The most frequent complication of kyphoplasty is the leakage of bone cement (PMMA), which can pose significant risks to patients, even when present in minimal amounts [
7]. On the upper end of the spectrum, radiculopathy rates of 4% and cord compression rates of less than 0.5% have been reported [
33]. Our results showed that cement leakage in the EI group compared to the LI group was not statistically significant. Interestingly, findings from another study. Huaquing guan et al [
26] suggest that delayed operation may reduce the incidence of cement leaks.
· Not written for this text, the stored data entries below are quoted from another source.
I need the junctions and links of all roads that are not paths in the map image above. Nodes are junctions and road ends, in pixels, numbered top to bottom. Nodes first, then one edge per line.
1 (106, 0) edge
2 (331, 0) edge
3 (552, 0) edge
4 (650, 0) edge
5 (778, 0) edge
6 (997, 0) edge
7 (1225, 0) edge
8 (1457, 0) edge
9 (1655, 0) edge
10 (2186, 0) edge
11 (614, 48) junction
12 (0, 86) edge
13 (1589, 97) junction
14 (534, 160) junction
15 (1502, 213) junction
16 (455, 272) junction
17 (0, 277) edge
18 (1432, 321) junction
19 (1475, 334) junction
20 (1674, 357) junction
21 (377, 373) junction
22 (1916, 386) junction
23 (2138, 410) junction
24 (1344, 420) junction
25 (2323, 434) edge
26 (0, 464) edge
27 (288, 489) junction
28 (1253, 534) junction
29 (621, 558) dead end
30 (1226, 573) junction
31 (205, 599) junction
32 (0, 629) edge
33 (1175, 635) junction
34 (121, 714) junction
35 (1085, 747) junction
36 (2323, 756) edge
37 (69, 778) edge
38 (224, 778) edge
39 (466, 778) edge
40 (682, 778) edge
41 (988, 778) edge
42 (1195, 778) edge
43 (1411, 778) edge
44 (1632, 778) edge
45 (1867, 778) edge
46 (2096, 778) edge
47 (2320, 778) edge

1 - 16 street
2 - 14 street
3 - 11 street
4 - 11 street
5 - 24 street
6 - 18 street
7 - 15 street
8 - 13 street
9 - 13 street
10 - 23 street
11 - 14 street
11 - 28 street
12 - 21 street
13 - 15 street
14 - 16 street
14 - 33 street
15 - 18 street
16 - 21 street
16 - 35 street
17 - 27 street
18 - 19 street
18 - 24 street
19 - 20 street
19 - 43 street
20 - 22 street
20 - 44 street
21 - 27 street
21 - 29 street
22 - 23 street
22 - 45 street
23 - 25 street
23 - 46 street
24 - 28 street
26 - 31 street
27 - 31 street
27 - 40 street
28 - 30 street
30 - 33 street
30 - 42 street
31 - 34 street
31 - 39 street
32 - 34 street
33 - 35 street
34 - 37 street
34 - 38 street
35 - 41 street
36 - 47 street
The rate of polymethylmethacrylate (PMMA) leakage is a subject of controversy and seems to be somewhat technique-dependent [
34] or factors such as pressure, volume, and viscosity of the cement or technique used may play a more direct role in determining the risk of these types of leakage, rather than the timing of the surgical intervention [
11]. One study suggests that reducing cement injection volume could potentially decrease cement leakage [
35]. On the contrary, our study did not find a significant correlation between clinical outcomes and the volume of cement injected. We found that more cement could be injected in the early group. The volume of cement in early group was significantly more than that in late group. Both the EI and LI groups in our study exhibited improvements in VKAs from preoperative to final measurements. In our study, VKA in the final follow up in early group was slightly better than late group but there was no significant difference in it. While certain studies have demonstrated a notable improvement in VKA levels within the early treatment group compared to the late group [
4,
13,
36]. While, similar to our study, the enhancement observed was not statistically significant in one study [
6]. A larger retrospective study by Kaufmann et al. (2020) also did not find a significant association between injected cement volume and post-procedural pain [
37] but the volume of injected cement was predicted factor of pain release [
38].
It is important to acknowledge limitations of this study. As a retrospective study, its findings are subject to inherent biases. The short follow up and the relatively small sample size further constrain the generalizability of the results. Further research should investigate the biomechanics of adjacent fractures and the potential influence of gender on treatment outcomes.